In that case Part 2-42 did not apply as the years of income involved (1992–97) preceded the introduction of Part 2-42. The Commissioner’s (Part IVA) argument that the taxpayer had been involved in income splitting was defeated as, although there was a tax benefit in operating through a company, the dominant purpose of the scheme was not tax avoidance but to limit the personal liability of Mr Mochkin arising from his business activities.[89] The tax benefits which accrued to Mr Mochkin were a subsidiary and not a dominant purpose.[90]

Consequently, Mochkin confirms that where tax advantages are subordinate to other commercial reasons for channelling PSI through another entity, Part IVA will not operate to prevent income splitting.[91]

Further, the business structure concept is problematic in that there is uncertainty as to where the boundary between a business structure and a ‘non-business structure’ lies[92]

and taxpayers are lacking certainty in a self-assessment environment.

Due to its nature, Part IVA is uncertain in its application as it relies on the Commissioner’s discretion to cancel, (or not) a tax benefit and the process detailed in s 177D(b) may be differently interpreted by ‘reasonable minds’.[93]

As opposed to tax evasion, which by nature involves illegal acts, the line between tax avoidance and ‘legitimate tax minimisation’ is not clear.[94]

Part IVA is also problematic for taxpayers as it can be difficult to obtain a private ruling in relation to it. This is due to one of the factors concerning determination of purpose (of entering into the scheme) being ‘the manner in which the scheme was entered into or carried out’.[95] The Full Federal Court has stated that:

Where the arrangement in respect of which a private ruling is sought has not yet been carried out, it is difficult to see how there could be adequate facts upon which to base a private ruling.

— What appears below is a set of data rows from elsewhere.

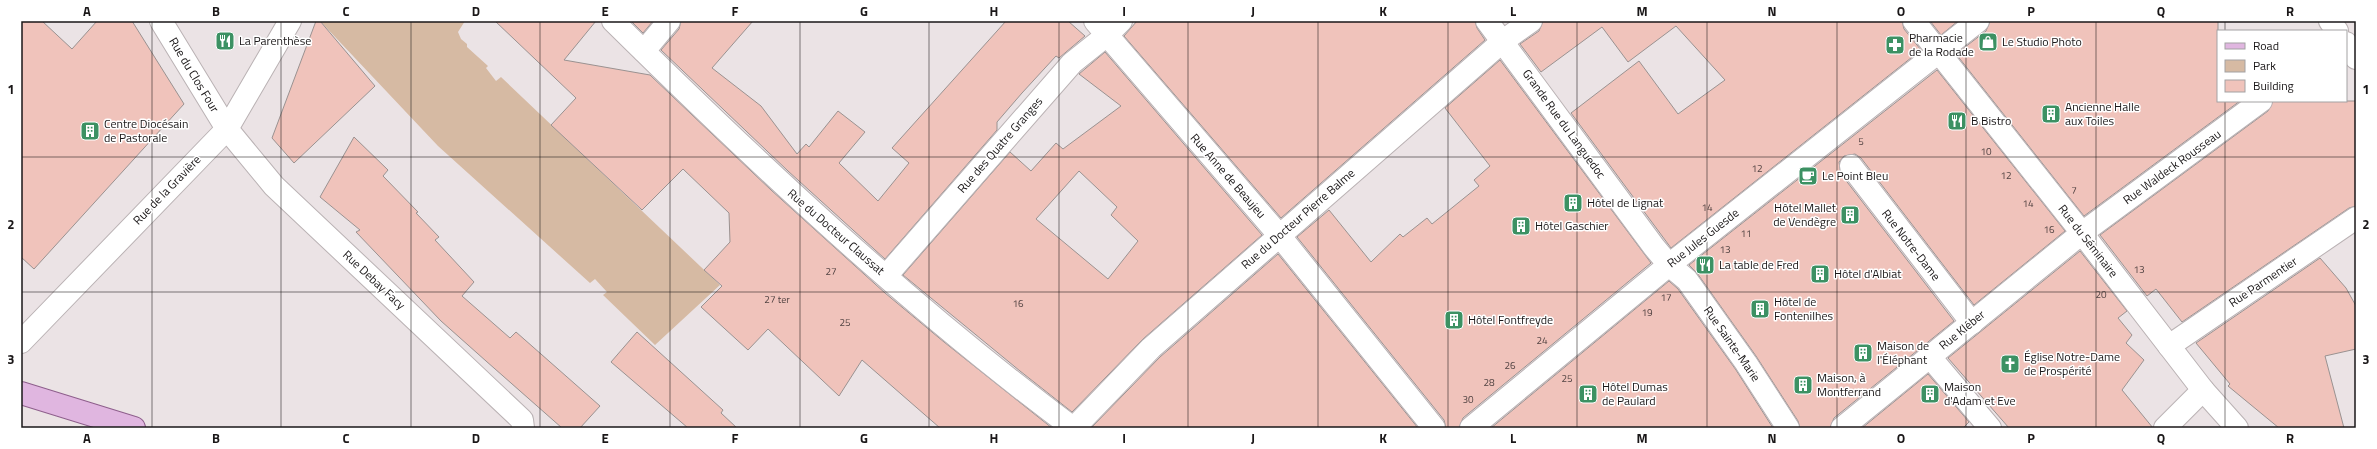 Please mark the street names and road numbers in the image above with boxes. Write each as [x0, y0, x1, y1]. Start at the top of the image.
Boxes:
street label: Rue du Clos Four [164, 34, 224, 116]
street label: Grande Rue du Languedoc [1518, 65, 1611, 183]
street label: Rue des Quatre Granges [952, 92, 1047, 197]
street label: Rue Waldeck Rousseau [2119, 124, 2225, 209]
street label: Rue Anne de Beaujeu [1186, 129, 1271, 222]
street label: Rue de la Gravière [128, 150, 205, 229]
street label: Rue du Docteur Pierre Balme [1237, 164, 1359, 274]
street label: Rue du Docteur Claussat [783, 184, 890, 280]
street label: Rue du Séminaire [2054, 200, 2123, 281]
street label: Rue Jules Guesde [1663, 203, 1743, 272]
street label: Rue Notre-Dame [1877, 205, 1945, 284]
street label: Rue Debay Facy [339, 245, 410, 314]
street label: Rue Parmentier [2225, 252, 2301, 312]
street label: Rue Sainte-Marie [1699, 302, 1766, 385]
street label: Rue Kléber [1934, 305, 1989, 354] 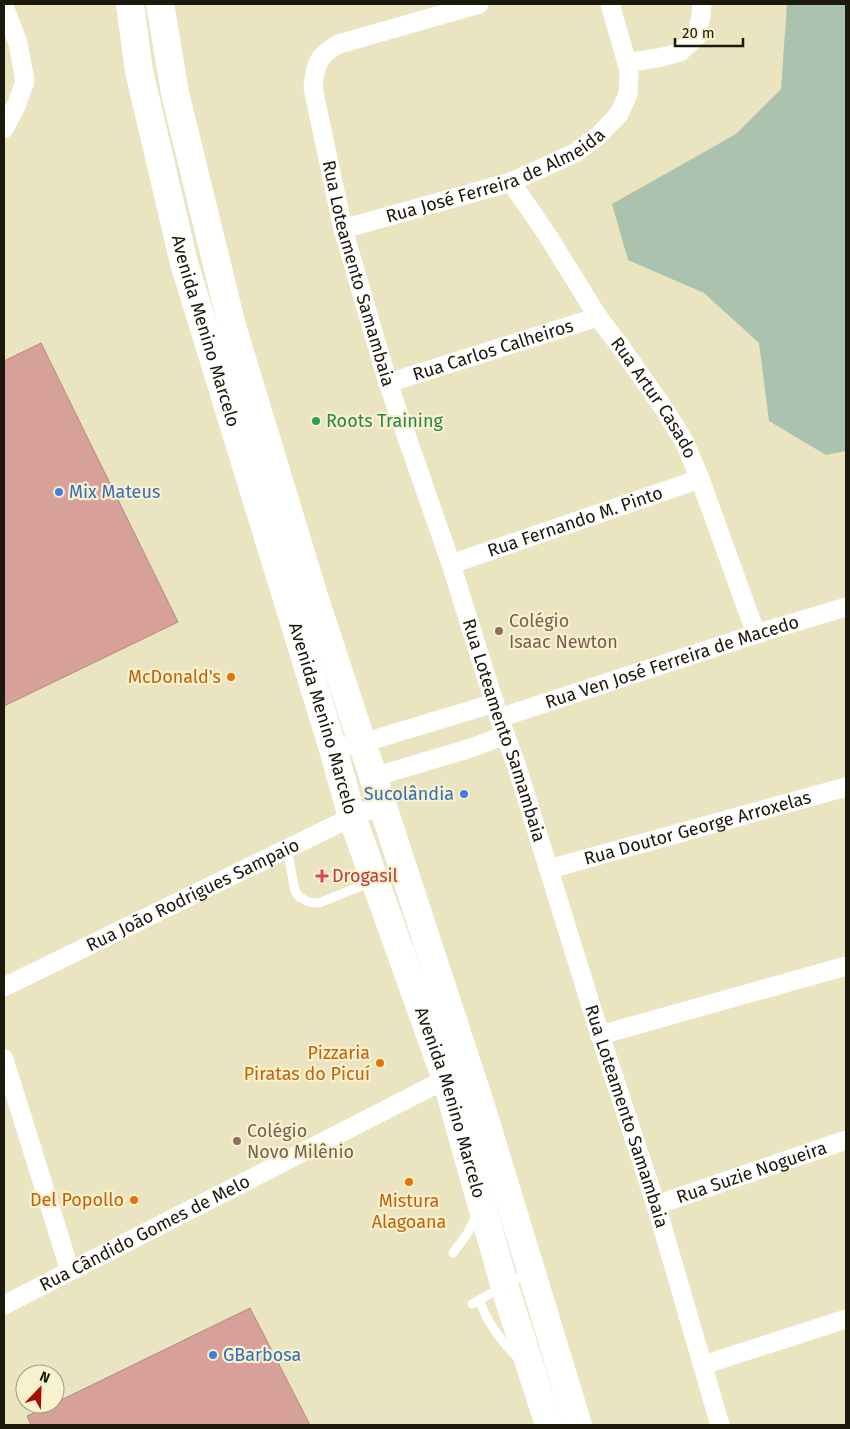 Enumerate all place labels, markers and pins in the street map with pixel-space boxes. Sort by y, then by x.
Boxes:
place label: Roots Training [326,410,443,432]
marker: Roots Training [310,415,322,427]
place label: Mix Mateus [69,481,160,503]
marker: Mix Mateus [53,486,65,498]
place label: Colégio Isaac Newton [509,610,618,653]
marker: Colégio Isaac Newton [493,625,505,637]
place label: McDonald's [128,666,221,688]
marker: McDonald's [225,671,237,683]
place label: Sucolândia [364,783,454,805]
marker: Sucolândia [458,788,470,800]
place label: Drogasil [332,865,398,887]
marker: Drogasil [316,870,328,882]
place label: Pizzaria Piratas do Picuí [244,1042,370,1085]
marker: Pizzaria Piratas do Picuí [374,1057,386,1069]
place label: Colégio Novo Milênio [247,1120,354,1163]
marker: Colégio Novo Milênio [231,1135,243,1147]
marker: Mistura Alagoana [403,1176,415,1188]
place label: Del Popollo [30,1189,124,1211]
place label: Mistura Alagoana [372,1190,446,1233]
marker: Del Popollo [128,1194,140,1206]
place label: GBarbosa [223,1344,301,1366]
marker: GBarbosa [207,1349,219,1361] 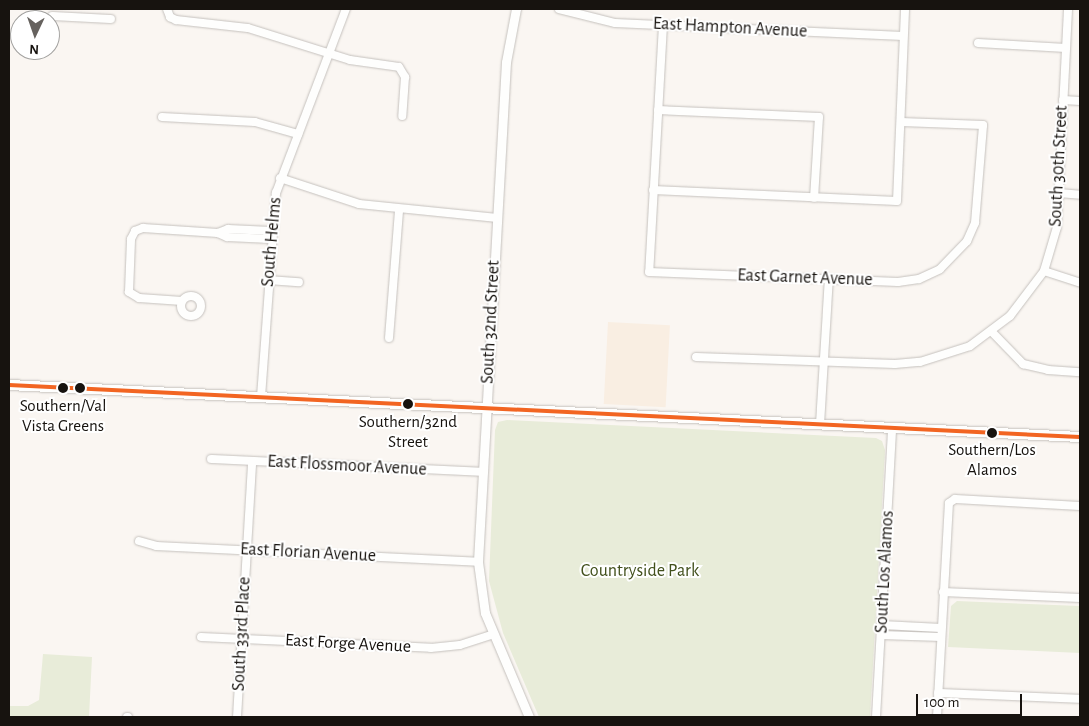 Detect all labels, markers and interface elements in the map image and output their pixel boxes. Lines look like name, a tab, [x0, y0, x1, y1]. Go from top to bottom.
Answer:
north arrow	[10, 10, 60, 60]
street label: East Hampton Avenue	[652, 13, 808, 43]
text: N	[29, 42, 40, 56]
street label: South 30th Street	[1045, 105, 1073, 227]
street label: South Helms	[257, 196, 287, 288]
street label: South 32nd Street	[477, 260, 505, 384]
street label: East Garnet Avenue	[737, 265, 873, 291]
marker: Southern/Val Vista Greens	[58, 383, 68, 393]
unlabelled marker	[75, 383, 85, 393]
place label: Southern/Val Vista Greens	[20, 396, 106, 436]
marker: Southern/32nd Street	[403, 399, 413, 409]
place label: Southern/32nd Street	[359, 412, 457, 452]
marker: Southern/Los Alamos	[987, 428, 997, 438]
place label: Southern/Los Alamos	[948, 440, 1036, 480]
street label: East Flossmoor Avenue	[267, 451, 427, 481]
street label: South Los Alamos	[871, 510, 899, 634]
street label: East Florian Avenue	[240, 539, 376, 567]
park label: Countryside Park	[581, 560, 699, 582]
street label: South 33rd Place	[228, 576, 256, 692]
street label: East Forge Avenue	[284, 630, 412, 658]
scale bar	[919, 684, 1025, 716]
text: 100 m	[924, 695, 959, 710]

Even where the scheme has been carried out, there may in many cases be difficulty in obtaining all relevant facts, particularly those relating to the manner in which the scheme was entered into or carried out.[96]

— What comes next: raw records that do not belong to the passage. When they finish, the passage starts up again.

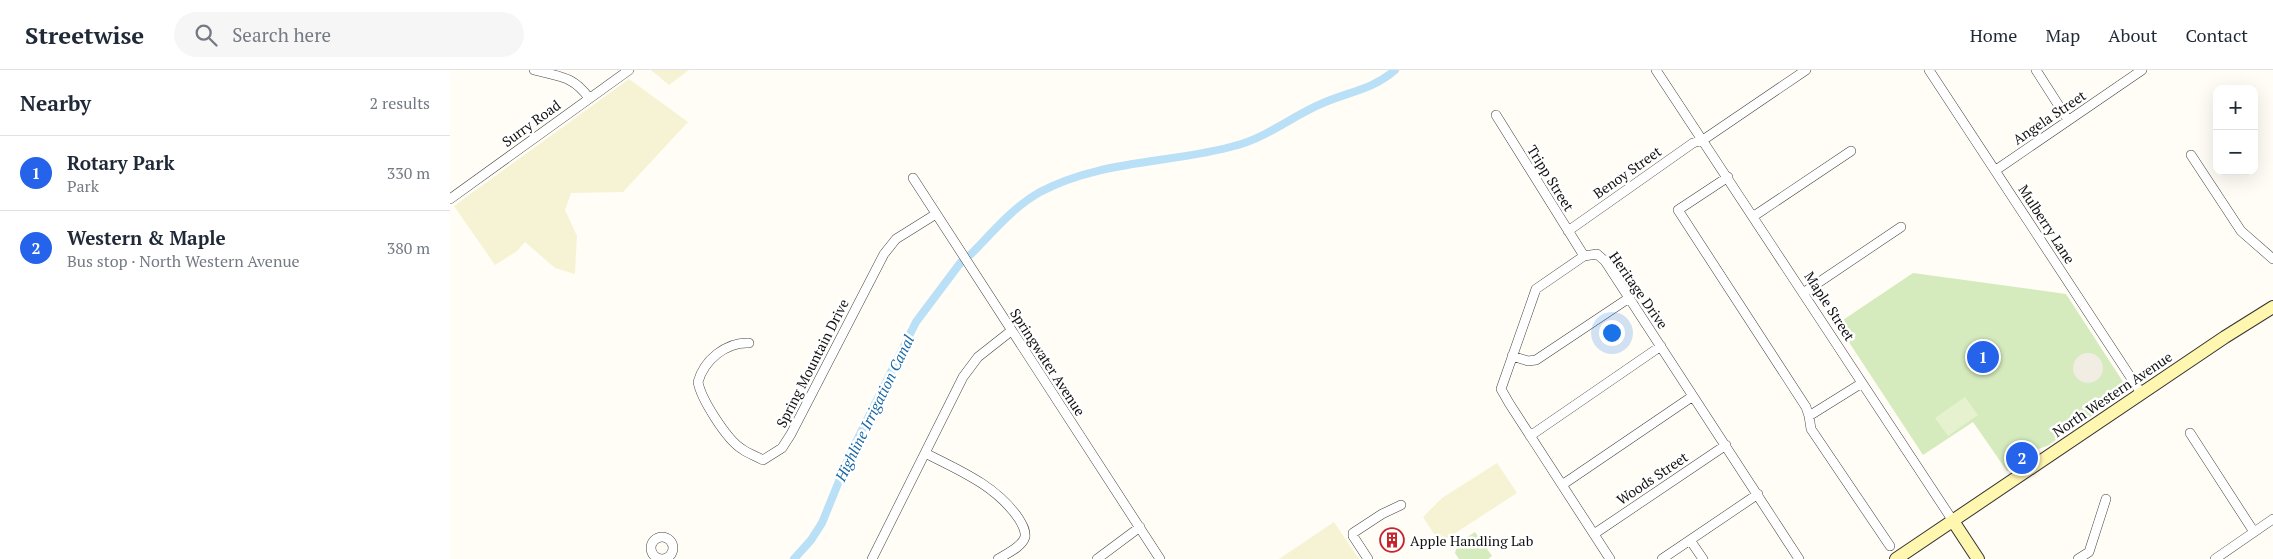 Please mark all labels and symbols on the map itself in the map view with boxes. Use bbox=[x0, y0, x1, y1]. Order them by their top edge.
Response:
street label: Angela Street bbox=[2009, 85, 2090, 148]
street label: Surry Road bbox=[498, 95, 564, 151]
street label: Tripp Street bbox=[1523, 141, 1579, 215]
street label: Benoy Street bbox=[1589, 141, 1666, 203]
street label: Mulberry Lane bbox=[2014, 181, 2080, 267]
street label: Heritage Drive bbox=[1605, 248, 1673, 332]
street label: Maple Street bbox=[1800, 268, 1860, 345]
street label: Spring Mountain Drive bbox=[771, 295, 853, 431]
street label: Springwater Avenue bbox=[1006, 305, 1090, 419]
your location bbox=[1599, 320, 1625, 346]
water label: Highline Irrigation Canal bbox=[829, 331, 918, 485]
pin: 1 bbox=[1967, 338, 1999, 376]
street label: North Western Avenue bbox=[2049, 347, 2175, 441]
pin: 2 bbox=[2006, 439, 2038, 477]
street label: Woods Street bbox=[1613, 447, 1692, 509]
building icon: Apple Handling Lab bbox=[1379, 527, 1405, 553]
place label: Apple Handling Lab bbox=[1410, 531, 1534, 550]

The recent Hart case, whilst strengthening the Commissioner’s tax avoidance arsenal, makes creating tax effective transactions very risky indeed, as the Commissioner can ‘latch onto’ any aspect of a scheme and assess it to be an act of tax avoidance.[97] Conversely, taxpayers can ascertain their position in relation to Part 2-42 by obtaining a private ruling or applying for a PSB determination under subdiv 87-B of the ITAA 1997.

To clarify the rules relating to PSI, the Commissioner has funded a series of test cases involving Part IVA in PSI cases where Part 2-42 does not apply. Until these test cases are resolved there will remain uncertainty as to how the courts’ view income splitting under the relevant circumstances, however there is doubt that the test cases will in fact resolve issues such as corporate profit retention.[98]

The need for test cases, and reliance on Part IVA in some cases, brings the Commissioner back to the pre-Part 2-42 era where cases must be actioned on a case-by-case basis which is time consuming, inconsistent and goes against the intention of the recommendations of the Ralph Report.[99] Part IVA is the Commissioner’s ‘weapon of last resort’[100]

and should not have to be relied on in the Commissioner’s general day-to-day administration of PSI issues. It exists to protect the ‘integrity of the operative provisions of the Acts’ and to deal with those arrangements which have sidestepped these provisions.[101]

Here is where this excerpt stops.